The answer must be an exact copy of every record below.

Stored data
##############################

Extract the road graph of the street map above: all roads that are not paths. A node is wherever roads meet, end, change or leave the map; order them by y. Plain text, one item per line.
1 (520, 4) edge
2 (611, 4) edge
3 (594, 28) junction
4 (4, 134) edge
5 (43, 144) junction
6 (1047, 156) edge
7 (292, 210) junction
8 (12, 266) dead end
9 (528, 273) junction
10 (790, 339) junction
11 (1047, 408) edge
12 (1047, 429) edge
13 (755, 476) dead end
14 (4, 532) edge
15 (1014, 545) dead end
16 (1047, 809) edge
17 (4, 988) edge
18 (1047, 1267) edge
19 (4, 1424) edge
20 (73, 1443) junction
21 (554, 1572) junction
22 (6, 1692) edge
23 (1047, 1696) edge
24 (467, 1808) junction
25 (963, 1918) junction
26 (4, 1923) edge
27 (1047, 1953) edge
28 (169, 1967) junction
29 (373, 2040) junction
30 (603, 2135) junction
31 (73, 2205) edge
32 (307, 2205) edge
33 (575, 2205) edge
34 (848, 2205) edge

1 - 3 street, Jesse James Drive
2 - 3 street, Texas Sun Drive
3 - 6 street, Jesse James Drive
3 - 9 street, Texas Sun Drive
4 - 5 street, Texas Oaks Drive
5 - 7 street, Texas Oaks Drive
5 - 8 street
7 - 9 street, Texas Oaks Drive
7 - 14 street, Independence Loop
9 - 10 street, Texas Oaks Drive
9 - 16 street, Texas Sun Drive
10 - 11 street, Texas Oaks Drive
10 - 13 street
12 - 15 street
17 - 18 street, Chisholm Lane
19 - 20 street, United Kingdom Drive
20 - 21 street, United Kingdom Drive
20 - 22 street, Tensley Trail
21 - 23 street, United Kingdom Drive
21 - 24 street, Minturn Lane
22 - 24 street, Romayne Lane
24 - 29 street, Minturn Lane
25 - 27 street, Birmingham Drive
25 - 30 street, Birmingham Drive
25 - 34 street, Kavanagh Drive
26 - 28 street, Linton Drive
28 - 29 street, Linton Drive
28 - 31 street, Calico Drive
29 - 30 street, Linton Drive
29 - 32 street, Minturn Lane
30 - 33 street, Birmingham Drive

##############################

### RESPONSE BELOW
Extract the road graph of the street map above: all roads that are not paths. A node is wherever roads meet, end, change or leave the map; order them by y. Plain text, one item per line.
1 (520, 4) edge
2 (611, 4) edge
3 (594, 28) junction
4 (4, 134) edge
5 (43, 144) junction
6 (1047, 156) edge
7 (292, 210) junction
8 (12, 266) dead end
9 (528, 273) junction
10 (790, 339) junction
11 (1047, 408) edge
12 (1047, 429) edge
13 (755, 476) dead end
14 (4, 532) edge
15 (1014, 545) dead end
16 (1047, 809) edge
17 (4, 988) edge
18 (1047, 1267) edge
19 (4, 1424) edge
20 (73, 1443) junction
21 (554, 1572) junction
22 (6, 1692) edge
23 (1047, 1696) edge
24 (467, 1808) junction
25 (963, 1918) junction
26 (4, 1923) edge
27 (1047, 1953) edge
28 (169, 1967) junction
29 (373, 2040) junction
30 (603, 2135) junction
31 (73, 2205) edge
32 (307, 2205) edge
33 (575, 2205) edge
34 (848, 2205) edge

1 - 3 street, Jesse James Drive
2 - 3 street, Texas Sun Drive
3 - 6 street, Jesse James Drive
3 - 9 street, Texas Sun Drive
4 - 5 street, Texas Oaks Drive
5 - 7 street, Texas Oaks Drive
5 - 8 street
7 - 9 street, Texas Oaks Drive
7 - 14 street, Independence Loop
9 - 10 street, Texas Oaks Drive
9 - 16 street, Texas Sun Drive
10 - 11 street, Texas Oaks Drive
10 - 13 street
12 - 15 street
17 - 18 street, Chisholm Lane
19 - 20 street, United Kingdom Drive
20 - 21 street, United Kingdom Drive
20 - 22 street, Tensley Trail
21 - 23 street, United Kingdom Drive
21 - 24 street, Minturn Lane
22 - 24 street, Romayne Lane
24 - 29 street, Minturn Lane
25 - 27 street, Birmingham Drive
25 - 30 street, Birmingham Drive
25 - 34 street, Kavanagh Drive
26 - 28 street, Linton Drive
28 - 29 street, Linton Drive
28 - 31 street, Calico Drive
29 - 30 street, Linton Drive
29 - 32 street, Minturn Lane
30 - 33 street, Birmingham Drive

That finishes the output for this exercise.